[Records from a data collection]
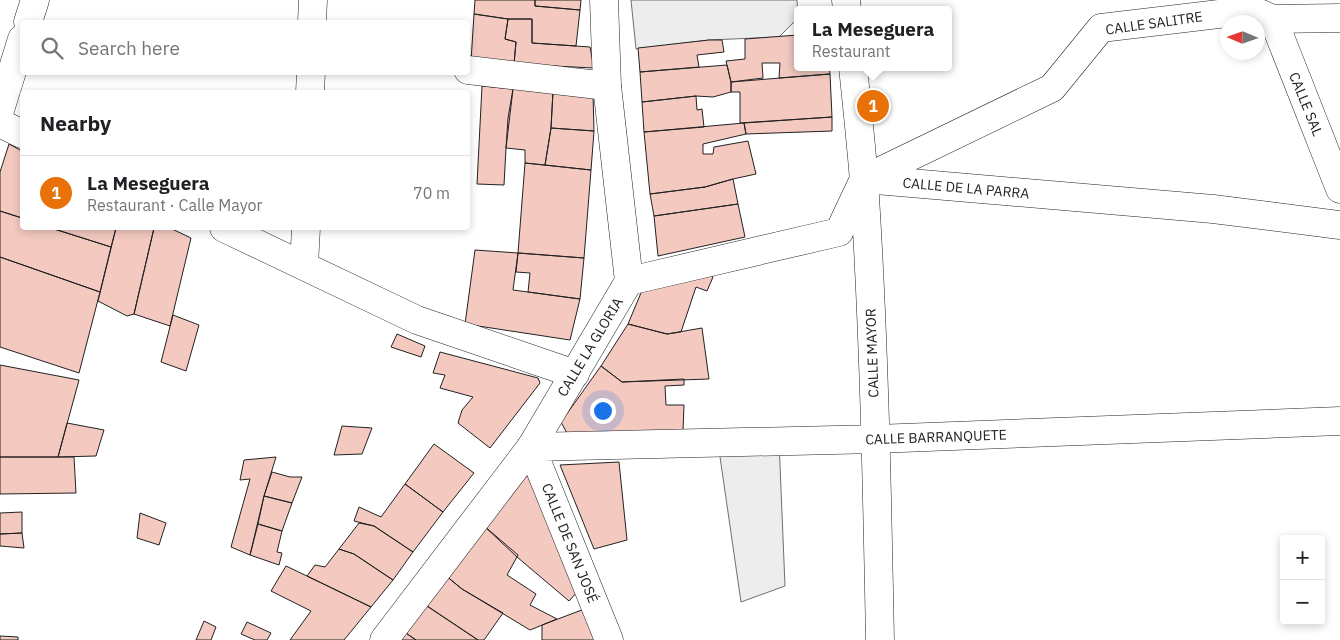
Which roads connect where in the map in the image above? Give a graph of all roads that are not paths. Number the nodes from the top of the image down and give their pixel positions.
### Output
1 (35, 0) edge
2 (313, 0) edge
3 (604, 0) edge
4 (1259, 10) edge
5 (1340, 18) edge
6 (29, 20) edge
7 (312, 20) edge
8 (20, 45) edge
9 (470, 70) edge
10 (853, 71) edge
11 (311, 75) edge
12 (607, 86) junction
13 (310, 90) edge
14 (0, 110) edge
15 (0, 123) edge
16 (20, 133) edge
17 (864, 179) junction
18 (1340, 190) edge
19 (1340, 225) edge
20 (228, 230) edge
21 (306, 230) edge
22 (304, 265) junction
23 (629, 281) junction
24 (575, 374) junction
25 (1340, 421) edge
26 (876, 440) junction
27 (531, 447) junction
28 (384, 640) edge
29 (609, 640) edge
30 (880, 640) edge

1 - 6 street
2 - 7 street
3 - 12 street, CALLE LA GLORIA
4 - 5 street, CALLE SALITRE
4 - 17 street, CALLE SALITRE
4 - 18 street, CALLE SAL
8 - 14 street
9 - 12 street
10 - 17 street, CALLE MAYOR
11 - 13 street
12 - 23 street, CALLE LA GLORIA
15 - 16 street
17 - 19 street, CALLE DE LA PARRA
17 - 23 street
17 - 26 street, CALLE MAYOR
20 - 22 street
21 - 22 street
22 - 24 street
23 - 24 street, CALLE LA GLORIA
24 - 27 street, CALLE LA GLORIA
25 - 26 street, CALLE BARRANQUETE
26 - 27 street, CALLE BARRANQUETE
26 - 30 street, CALLE MAYOR
27 - 28 street, CALLE LA GLORIA
27 - 29 street, CALLE DE SAN JOSÉ

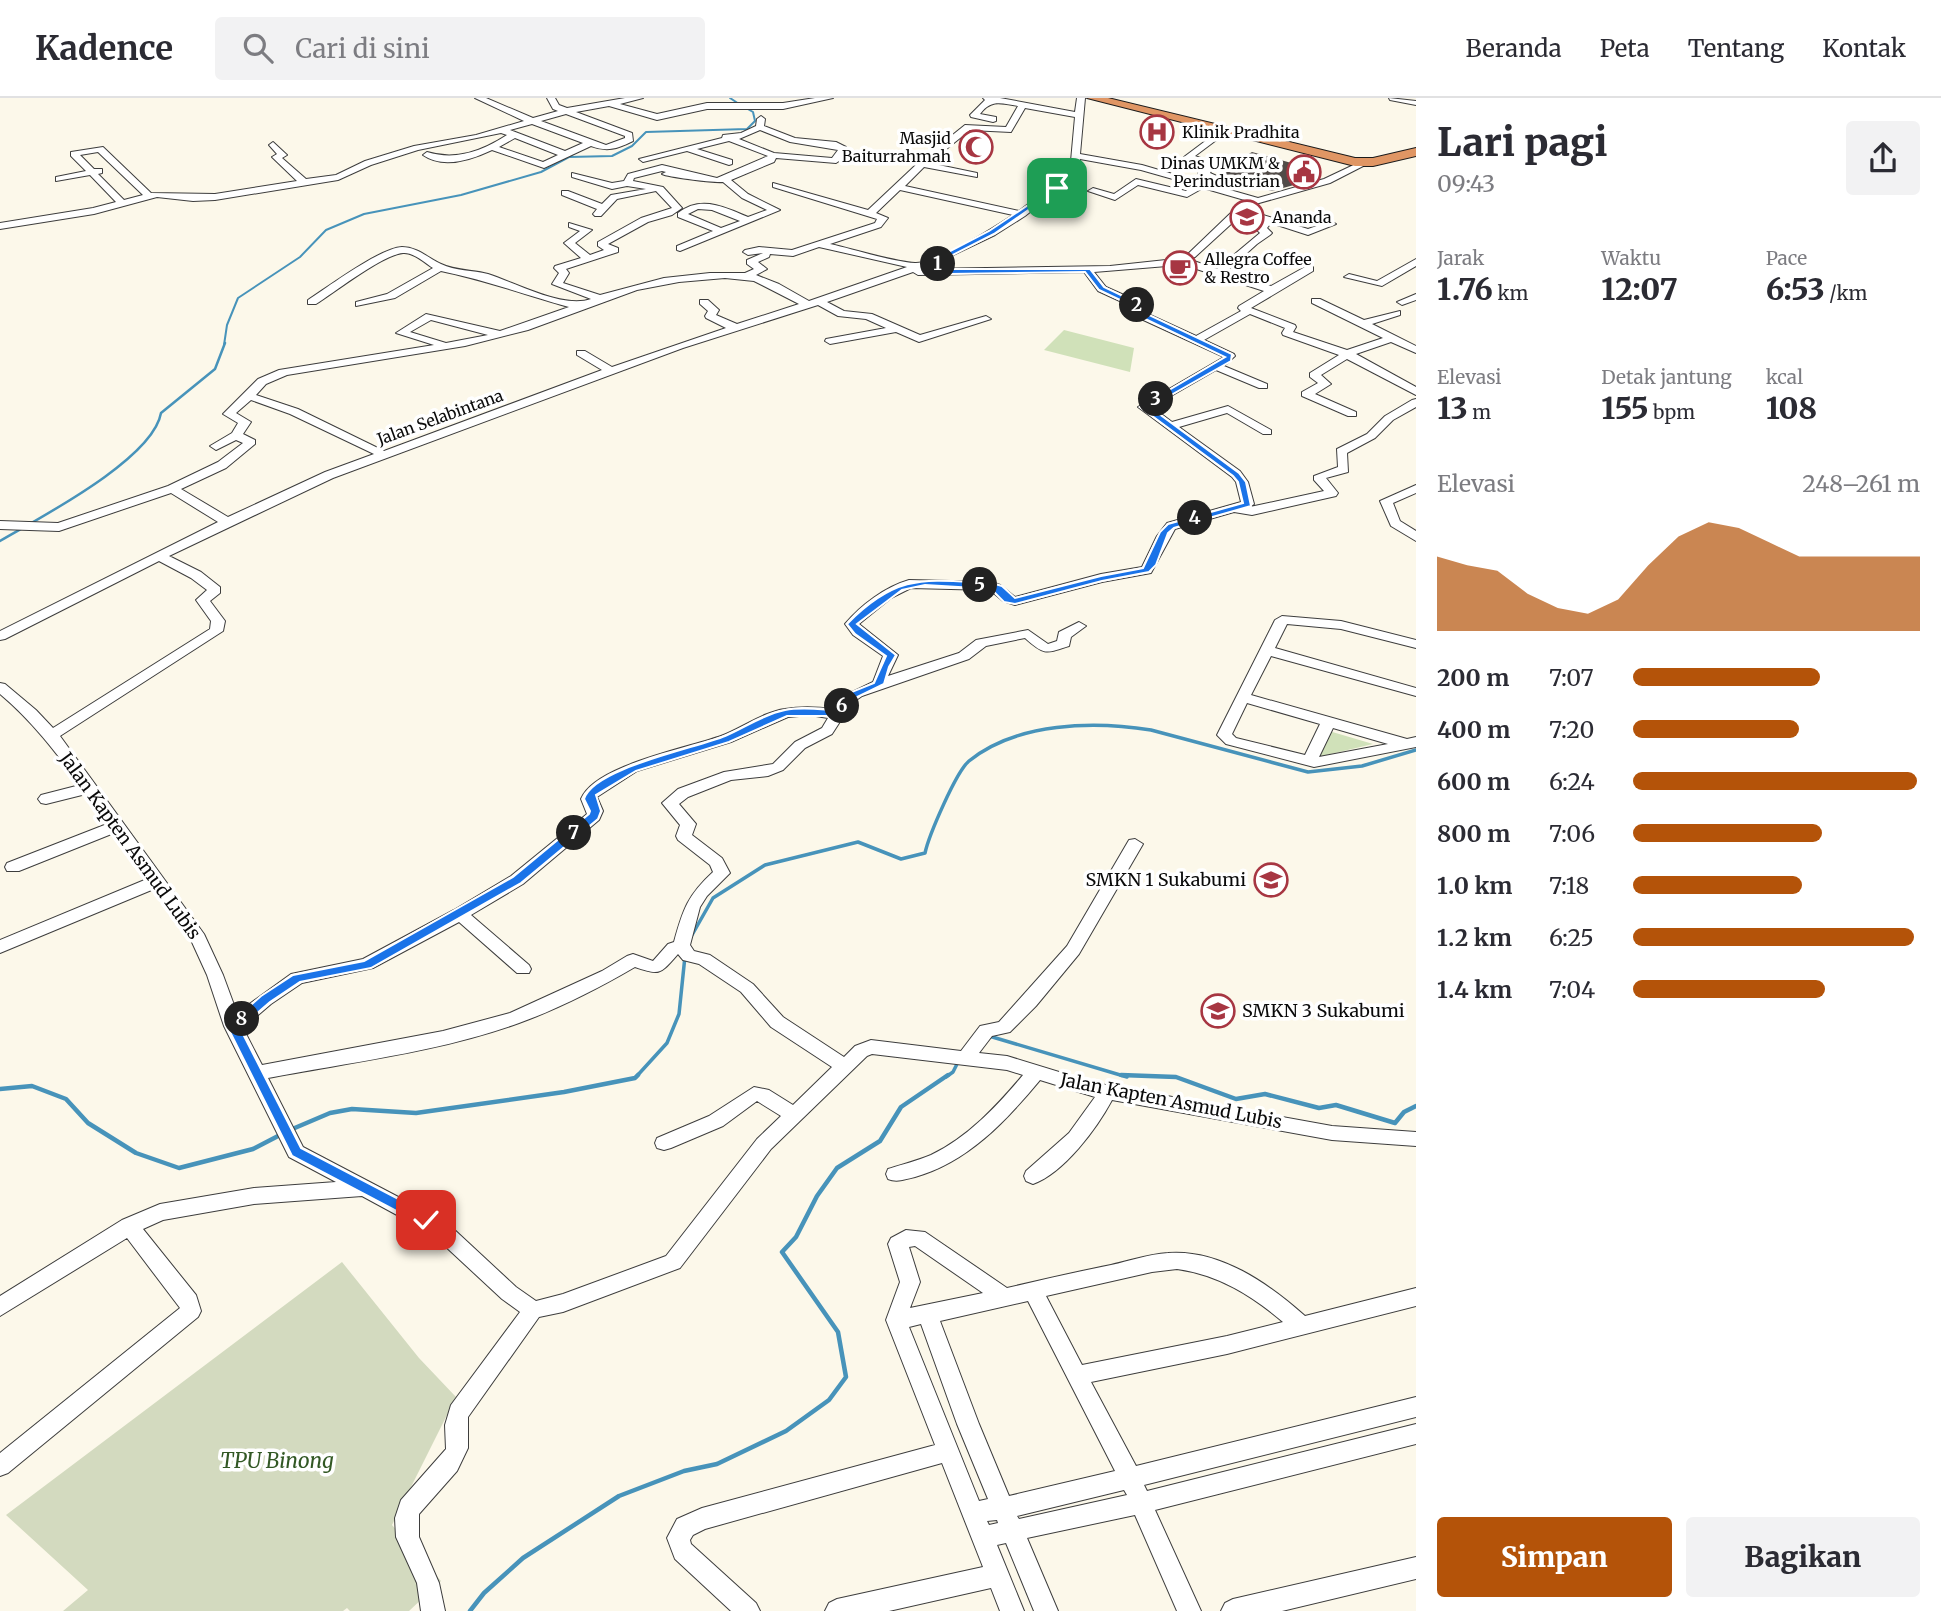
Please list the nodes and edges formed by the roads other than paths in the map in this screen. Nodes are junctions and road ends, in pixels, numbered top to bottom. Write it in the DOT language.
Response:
graph roads {
  1 [pos="479,98"];
  2 [pos="551,98"];
  3 [pos="639,98"];
  4 [pos="743,98"];
  5 [pos="829,98"];
  6 [pos="1393,98"];
  7 [pos="989,99"];
  8 [pos="1096,99"];
  9 [pos="1078,102"];
  10 [pos="607,103"];
  11 [pos="1416,103"];
  12 [pos="763,106"];
  13 [pos="1022,106"];
  14 [pos="564,110"];
  15 [pos="578,115"];
  16 [pos="530,121"];
  17 [pos="1015,124"];
  18 [pos="1207,126"];
  19 [pos="760,127"];
  20 [pos="501,130"];
  21 [pos="514,135"];
  22 [pos="742,139"];
  23 [pos="589,143"];
  24 [pos="273,145"];
  25 [pos="494,148"];
  26 [pos="689,149"];
  27 [pos="1416,152"];
  28 [pos="564,154"];
  29 [pos="427,155"];
  30 [pos="1077,156"];
  31 [pos="772,157"];
  32 [pos="643,159"];
  33 [pos="729,162"];
  34 [pos="1365,163"];
  35 [pos="922,164"];
  36 [pos="119,167"];
  37 [pos="674,171"];
  38 [pos="93,172"];
  39 [pos="974,175"];
  40 [pos="575,176"];
  41 [pos="1069,178"];
  42 [pos="59,179"];
  43 [pos="725,179"];
  44 [pos="654,180"];
  45 [pos="305,183"];
  46 [pos="627,183"];
  47 [pos="776,185"];
  48 [pos="1201,185"];
  49 [pos="899,187"];
  50 [pos="1114,188"];
  51 [pos="660,189"];
  52 [pos="1093,191"];
  53 [pos="565,193"];
  54 [pos="149,196"];
  55 [pos="1256,200"];
  56 [pos="122,203"];
  57 [pos="1239,210"];
  58 [pos="1022,214"];
  59 [pos="870,215"];
  60 [pos="1270,219"];
  61 [pos="748,221"];
  62 [pos="1331,224"];
  63 [pos="572,225"];
  64 [pos="0,226"];
  65 [pos="720,231"];
  66 [pos="817,244"];
  67 [pos="680,248"];
  68 [pos="748,252"];
  69 [pos="772,252"];
  70 [pos="586,257"];
  71 [pos="1180,260"];
  72 [pos="934,261"];
  73 [pos="1416,262"];
  74 [pos="440,268"];
  75 [pos="914,269"];
  76 [pos="1308,269"];
  77 [pos="1087,270"];
  78 [pos="949,271"];
  79 [pos="1218,273"];
  80 [pos="746,276"];
  81 [pos="1349,277"];
  82 [pos="1272,290"];
  83 [pos="1416,297"];
  84 [pos="601,299"];
  85 [pos="1316,301"];
  86 [pos="312,302"];
  87 [pos="704,302"];
  88 [pos="1402,302"];
  89 [pos="814,303"];
  90 [pos="360,304"];
  91 [pos="579,307"];
  92 [pos="1248,311"];
  93 [pos="1396,313"];
  94 [pos="986,319"];
  95 [pos="1366,323"];
  96 [pos="736,328"];
  97 [pos="897,329"];
  98 [pos="499,335"];
  99 [pos="1416,336"];
  100 [pos="1196,340"];
  101 [pos="1396,340"];
  102 [pos="830,341"];
  103 [pos="447,346"];
  104 [pos="1416,350"];
  105 [pos="581,353"];
  106 [pos="1347,354"];
  107 [pos="1215,366"];
  108 [pos="611,370"];
  109 [pos="1264,386"];
  110 [pos="1416,392"];
  111 [pos="249,397"];
  112 [pos="1416,402"];
  113 [pos="1352,414"];
  114 [pos="1171,426"];
  115 [pos="1267,432"];
  116 [pos="236,435"];
  117 [pos="216,446"];
  118 [pos="384,454"];
  119 [pos="172,489"];
  120 [pos="1416,489"];
  121 [pos="1235,509"];
  122 [pos="227,522"];
  123 [pos="0,525"];
  124 [pos="1416,537"];
  125 [pos="159,556"];
  126 [pos="1079,626"];
  127 [pos="0,636"];
  128 [pos="1416,644"];
  129 [pos="1266,650"];
  130 [pos="879,684"];
  131 [pos="0,687"];
  132 [pos="1416,692"];
  133 [pos="1241,697"];
  134 [pos="836,714"];
  135 [pos="1328,722"];
  136 [pos="51,735"];
  137 [pos="1412,743"];
  138 [pos="1310,761"];
  139 [pos="88,788"];
  140 [pos="46,799"];
  141 [pos="116,826"];
  142 [pos="1135,844"];
  143 [pos="13,867"];
  144 [pos="158,881"];
  145 [pos="460,914"];
  146 [pos="681,946"];
  147 [pos="0,947"];
  148 [pos="523,969"];
  149 [pos="233,1026"];
  150 [pos="966,1057"];
  151 [pos="844,1066"];
  152 [pos="1036,1072"];
  153 [pos="257,1073"];
  154 [pos="1107,1092"];
  155 [pos="793,1114"];
  156 [pos="1416,1139"];
  157 [pos="664,1143"];
  158 [pos="895,1174"];
  159 [pos="1033,1176"];
  160 [pos="368,1188"];
  161 [pos="129,1226"];
  162 [pos="1032,1289"];
  163 [pos="1003,1296"];
  164 [pos="1416,1297"];
  165 [pos="0,1307"];
  166 [pos="533,1310"];
  167 [pos="928,1315"];
  168 [pos="896,1320"];
  169 [pos="1302,1326"];
  170 [pos="1077,1376"];
  171 [pos="1416,1407"];
  172 [pos="1416,1434"];
  173 [pos="947,1452"];
  174 [pos="1234,1454"];
  175 [pos="0,1466"];
  176 [pos="1246,1477"];
  177 [pos="1130,1478"];
  178 [pos="1140,1503"];
  179 [pos="1005,1508"];
  180 [pos="974,1512"];
  181 [pos="1014,1531"];
  182 [pos="984,1537"];
  183 [pos="1416,1568"];
  184 [pos="999,1575"];
  185 [pos="433,1611"];
  186 [pos="748,1611"];
  187 [pos="837,1611"];
  188 [pos="1012,1611"];
  189 [pos="1046,1611"];
  190 [pos="1189,1611"];
  191 [pos="1233,1611"];
  1 -- 16 [label="street"];
  2 -- 14 [label="street"];
  3 -- 10 [label="street"];
  4 -- 12 [label="street"];
  5 -- 12 [label="street"];
  6 -- 11 [label="street"];
  7 -- 13 [label="street"];
  7 -- 17 [label="street"];
  8 -- 9 [label="highway"];
  8 -- 18 [label="highway"];
  9 -- 13 [label="street"];
  9 -- 30 [label="street"];
  10 -- 12 [label="street"];
  10 -- 14 [label="street"];
  10 -- 15 [label="street"];
  12 -- 19 [label="street"];
  13 -- 17 [label="street"];
  14 -- 15 [label="street"];
  14 -- 16 [label="street"];
  15 -- 23 [label="street"];
  16 -- 20 [label="street"];
  16 -- 23 [label="street"];
  17 -- 35 [label="street"];
  18 -- 34 [label="highway"];
  18 -- 48 [label="street"];
  19 -- 22 [label="street"];
  19 -- 31 [label="street"];
  20 -- 21 [label="street"];
  20 -- 45 [label="street"];
  21 -- 25 [label="street"];
  21 -- 28 [label="street"];
  22 -- 26 [label="street"];
  22 -- 31 [label="street"];
  23 -- 28 [label="street"];
  24 -- 45 [label="street"];
  25 -- 28 [label="street"];
  25 -- 29 [label="street"];
  26 -- 32 [label="street"];
  26 -- 33 [label="street"];
  27 -- 34 [label="highway"];
  30 -- 41 [label="street"];
  30 -- 48 [label="street"];
  31 -- 43 [label="street"];
  34 -- 55 [label="street"];
  35 -- 39 [label="street"];
  35 -- 49 [label="street"];
  36 -- 38 [label="street"];
  36 -- 38 [label="street"];
  36 -- 54 [label="street"];
  37 -- 43 [label="street"];
  37 -- 44 [label="street"];
  37 -- 46 [label="street"];
  38 -- 42 [label="street"];
  38 -- 56 [label="street"];
  40 -- 46 [label="street"];
  41 -- 50 [label="street"];
  41 -- 58 [label="street"];
  43 -- 61 [label="street"];
  45 -- 54 [label="street"];
  46 -- 51 [label="street"];
  47 -- 59 [label="street"];
  48 -- 52 [label="street"];
  48 -- 55 [label="street"];
  49 -- 58 [label="street"];
  49 -- 59 [label="street"];
  51 -- 53 [label="street"];
  51 -- 70 [label="street"];
  54 -- 56 [label="street"];
  55 -- 57 [label="street"];
  56 -- 64 [label="street"];
  57 -- 60 [label="street"];
  57 -- 71 [label="street"];
  58 -- 72 [label="street"];
  59 -- 66 [label="street"];
  60 -- 62 [label="street"];
  60 -- 79 [label="street"];
  61 -- 65 [label="street"];
  61 -- 65 [label="street"];
  63 -- 70 [label="street"];
  65 -- 67 [label="street"];
  66 -- 69 [label="street"];
  66 -- 75 [label="street"];
  68 -- 69 [label="street"];
  69 -- 80 [label="street"];
  70 -- 84 [label="street"];
  71 -- 77 [label="street"];
  71 -- 79 [label="street"];
  72 -- 75 [label="street"];
  72 -- 78 [label="street"];
  73 -- 81 [label="street"];
  74 -- 86 [label="street"];
  74 -- 90 [label="street"];
  74 -- 91 [label="street"];
  75 -- 78 [label="street"];
  75 -- 89 [label="street, Jalan Selabintana"];
  76 -- 82 [label="street"];
  77 -- 78 [label="street"];
  77 -- 100 [label="street"];
  79 -- 82 [label="street"];
  80 -- 84 [label="street"];
  80 -- 89 [label="street"];
  82 -- 92 [label="street"];
  83 -- 88 [label="street"];
  84 -- 91 [label="street"];
  85 -- 95 [label="street"];
  87 -- 96 [label="street"];
  89 -- 96 [label="street, Jalan Selabintana"];
  89 -- 97 [label="street"];
  91 -- 98 [label="street"];
  92 -- 100 [label="street"];
  92 -- 106 [label="street"];
  93 -- 95 [label="street"];
  94 -- 97 [label="street"];
  95 -- 101 [label="street"];
  96 -- 108 [label="street, Jalan Selabintana"];
  97 -- 102 [label="street"];
  98 -- 103 [label="street"];
  98 -- 103 [label="street"];
  99 -- 101 [label="street"];
  100 -- 107 [label="street"];
  101 -- 104 [label="street"];
  101 -- 106 [label="street"];
  103 -- 111 [label="street"];
  105 -- 108 [label="street"];
  106 -- 110 [label="street"];
  106 -- 113 [label="street"];
  107 -- 109 [label="street"];
  107 -- 114 [label="street"];
  108 -- 118 [label="street, Jalan Selabintana"];
  111 -- 116 [label="street"];
  111 -- 118 [label="street"];
  112 -- 121 [label="street"];
  114 -- 115 [label="street"];
  114 -- 121 [label="street"];
  116 -- 117 [label="street"];
  116 -- 119 [label="street"];
  118 -- 122 [label="street, Jalan Selabintana"];
  119 -- 122 [label="street"];
  119 -- 123 [label="street"];
  120 -- 124 [label="street"];
  121 -- 130 [label="street"];
  122 -- 125 [label="street, Jalan Selabintana"];
  125 -- 127 [label="street, Jalan Selabintana"];
  125 -- 136 [label="street"];
  126 -- 130 [label="street"];
  128 -- 129 [label="street"];
  129 -- 132 [label="street"];
  129 -- 133 [label="street"];
  130 -- 134 [label="street"];
  131 -- 136 [label="street, Jalan Kapten Asmud Lubis"];
  133 -- 135 [label="street"];
  133 -- 138 [label="street"];
  134 -- 145 [label="street"];
  134 -- 146 [label="street"];
  135 -- 137 [label="street"];
  135 -- 138 [label="street"];
  136 -- 139 [label="street, Jalan Kapten Asmud Lubis"];
  137 -- 138 [label="street"];
  139 -- 140 [label="street"];
  139 -- 141 [label="street, Jalan Kapten Asmud Lubis"];
  141 -- 143 [label="street"];
  141 -- 144 [label="street, Jalan Kapten Asmud Lubis"];
  142 -- 150 [label="street"];
  144 -- 147 [label="street"];
  144 -- 149 [label="street, Jalan Kapten Asmud Lubis"];
  145 -- 148 [label="street"];
  145 -- 149 [label="street"];
  146 -- 151 [label="street"];
  146 -- 153 [label="street"];
  149 -- 153 [label="street, Jalan Kapten Asmud Lubis"];
  150 -- 151 [label="street, Jalan Kapten Asmud Lubis"];
  150 -- 152 [label="street, Jalan Kapten Asmud Lubis"];
  151 -- 155 [label="street, Jalan Kapten Asmud Lubis"];
  152 -- 154 [label="street, Jalan Kapten Asmud Lubis"];
  152 -- 158 [label="street"];
  153 -- 160 [label="street, Jalan Kapten Asmud Lubis"];
  154 -- 156 [label="street, Jalan Kapten Asmud Lubis"];
  154 -- 159 [label="street"];
  155 -- 157 [label="street"];
  155 -- 166 [label="street, Jalan Kapten Asmud Lubis"];
  160 -- 161 [label="street"];
  160 -- 166 [label="street, Jalan Kapten Asmud Lubis"];
  161 -- 165 [label="street"];
  161 -- 175 [label="street"];
  162 -- 163 [label="street"];
  162 -- 169 [label="street"];
  162 -- 170 [label="street"];
  163 -- 167 [label="street"];
  163 -- 168 [label="street"];
  164 -- 169 [label="street"];
  166 -- 185 [label="street"];
  167 -- 168 [label="street"];
  167 -- 179 [label="street"];
  168 -- 173 [label="street"];
  169 -- 170 [label="street"];
  170 -- 177 [label="street"];
  171 -- 174 [label="street"];
  172 -- 176 [label="street"];
  173 -- 180 [label="street"];
  173 -- 186 [label="street"];
  174 -- 176 [label="street"];
  174 -- 177 [label="street"];
  176 -- 178 [label="street"];
  177 -- 178 [label="street"];
  177 -- 179 [label="street"];
  178 -- 181 [label="street"];
  178 -- 190 [label="street"];
  179 -- 180 [label="street"];
  179 -- 181 [label="street"];
  180 -- 182 [label="street"];
  181 -- 182 [label="street"];
  181 -- 189 [label="street"];
  182 -- 184 [label="street"];
  183 -- 191 [label="street"];
  184 -- 187 [label="street"];
  184 -- 188 [label="street"];
}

▸ **WHAT THIS TASK INVOLVES**:
Going through the data above, return each line with the word "SALITRE".

▸ **ANSWER SPACE**:
4 - 5 street, CALLE SALITRE
4 - 17 street, CALLE SALITRE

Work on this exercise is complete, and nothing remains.